Paper ID: 749
Title: EDML for Learning Parameters in Directed and Undirected Graphical Models
Reviews

Submitted by Assigned_Reviewer_6

Q1: Comments to author(s). First provide a summary of the paper, and then address the following criteria: Quality, clarity, originality and significance. (For detailed reviewing guidelines, see http://nips.cc/PaperInformation/ReviewerInstructions)
The authors claim to represent a simplified perspective of EDML, that:
1. casts it as a general approach to continuous optimization
2. makes immediate some results that were previously obtained for EDML, but through more effort
3. Facilitates the design of new EDML algorithms for new classes of models

First, EDML in Bayesian networks is reviewed as a method to optimize the likelihood of the observed data, where each update step for the next parameters requires inference on the Bayesian network using the current parameters. Then, the same analysis is applied to undirected models (MRFs). As a last step, EDML is claimed to converge in one iteration for MRFs under complete data. The last is experimented and compared to conjugate gradient (CG) and L-BFGS on benchmark problems, including handwritten digits modeled with 2D-grid-MRFs and 13 other networks that could be infered with jointree. EDML outperforms both CG and L-BFGS in running time till convergence to a certain accuracy, even if number of iterations may be larger at times.

Comments:
- The title is very similar to UAI10 and does not emphasize the main point claimed for this particular work, which is "observing EDML as a general approach for continuous optimization under complete data."
- Why would the overview of EDML in the uai paper not fall under the definition of "continuous optimization"? Not sure I see the difference in "perspective"
- To my understanding, the focus in previous work was application to Bayesian networks and comparison to EM, while here the focus is undirected MRFs and comparison to CG and L-BFGS. The experiments indeed show the benefit in using this method upon the other optimization techniques.
Q2: Please summarize your review in 1-2 sentences
The main contribution is providing a useful technique for parameter training in MRFs with complete data, by "transferring" EDML from Bayesian (directed) to undirected networks.
It wasn't clear to me why this is claimed to be a different view of the method.

Submitted by Assigned_Reviewer_7

Q1: Comments to author(s). First provide a summary of the paper, and then address the following criteria: Quality, clarity, originality and significance. (For detailed reviewing guidelines, see http://nips.cc/PaperInformation/ReviewerInstructions)
The paper provides a simplified perspective on EDML
and illustrated the benefits of such a simplified view.
First, existing results about EDML are much easier to proce.
Second, and most important, this new formulation provides
a systematic procedure for deriving new instances of EDML
for other models. This is illustrated for Markov networks.
The derived EDML is shown to be competitive to existing
learning approaches.

Parameter estimation of graphical models is important.
The paper, which is extremely well written,
presents a very elegant view on this task.
I also like the simplified view on EDML. It really helps
understanding it pros and cons. It also shows that
it essentially implements a coordinate descend for
parameter estimation. Indeed, such approach have been
proposed for graphical models --- for instance,
iterative proportional fitting can be viewed as such a
method --- however I expect it to be too slow
to scale well. Still, there are some recent advances
for MaxEnt models

Fang-Lan Huang, Cho-Jui Hsieh, Kai-Wei Chang, Chih-Jen Lin:
Iterative Scaling and Coordinate Descent Methods for Maximum Entropy Models.
Journal of Machine Learning Research 11: 815-848 (2010)
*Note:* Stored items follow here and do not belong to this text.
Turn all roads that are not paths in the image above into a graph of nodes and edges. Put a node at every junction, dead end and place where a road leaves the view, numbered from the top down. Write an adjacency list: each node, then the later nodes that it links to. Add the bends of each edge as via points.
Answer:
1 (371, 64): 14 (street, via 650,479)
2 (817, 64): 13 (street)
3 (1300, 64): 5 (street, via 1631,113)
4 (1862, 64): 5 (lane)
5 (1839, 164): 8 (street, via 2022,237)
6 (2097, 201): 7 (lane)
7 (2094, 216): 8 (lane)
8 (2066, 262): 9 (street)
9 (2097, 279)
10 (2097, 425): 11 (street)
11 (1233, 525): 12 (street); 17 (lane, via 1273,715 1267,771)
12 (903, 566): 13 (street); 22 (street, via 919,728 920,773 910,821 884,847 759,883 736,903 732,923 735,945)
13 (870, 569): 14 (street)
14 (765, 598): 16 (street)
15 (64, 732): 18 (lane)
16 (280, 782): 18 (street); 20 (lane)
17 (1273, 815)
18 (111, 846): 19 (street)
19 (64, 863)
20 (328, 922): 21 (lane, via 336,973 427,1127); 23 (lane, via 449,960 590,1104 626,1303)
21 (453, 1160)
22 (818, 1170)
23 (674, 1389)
that is also nicely comparing iterative scaling and coordinate
descend. Moreover, it shows that there is not just one IPS
approach in general but several. It just depends on the
auxiliar function you are using. This should really be clarified.

In my opinion, the big pro of the present paper is that it shows that
parameter estimation within graphical models requires to
iteratively solve rather simple convex optimization sub-problems.
In many cases, each sub-problem is of simple form, too, and
involved inferences made from the data at hand. I value this
clear view on what parameter estimation is a lot.

However, there are also other gradient optimization techniques
that avoid the line-search and have an interesting connection
to EM such as

E. Bauer, D. Koller, Y. Singer:
Update Rules for Parameter Estimation in Bayesian Networks.
UAI 1997: 3-13

L.E. Ortiz, L. Pack Kaelbling:
Accelerating EM: An Empirical Study.
UAI 1999: 512-521

J. Fischer, K. Kersting:
Scaled CGEM: A Fast Accelerated EM.
ECML 2003: 133-144

M. Jamshidian and R. I. Jennrich.
Accleration of the EM Algorithm by using Quasi-Newton Methods.
Journal of the Royal Stat. Society B, 59(3):569–587, 1997.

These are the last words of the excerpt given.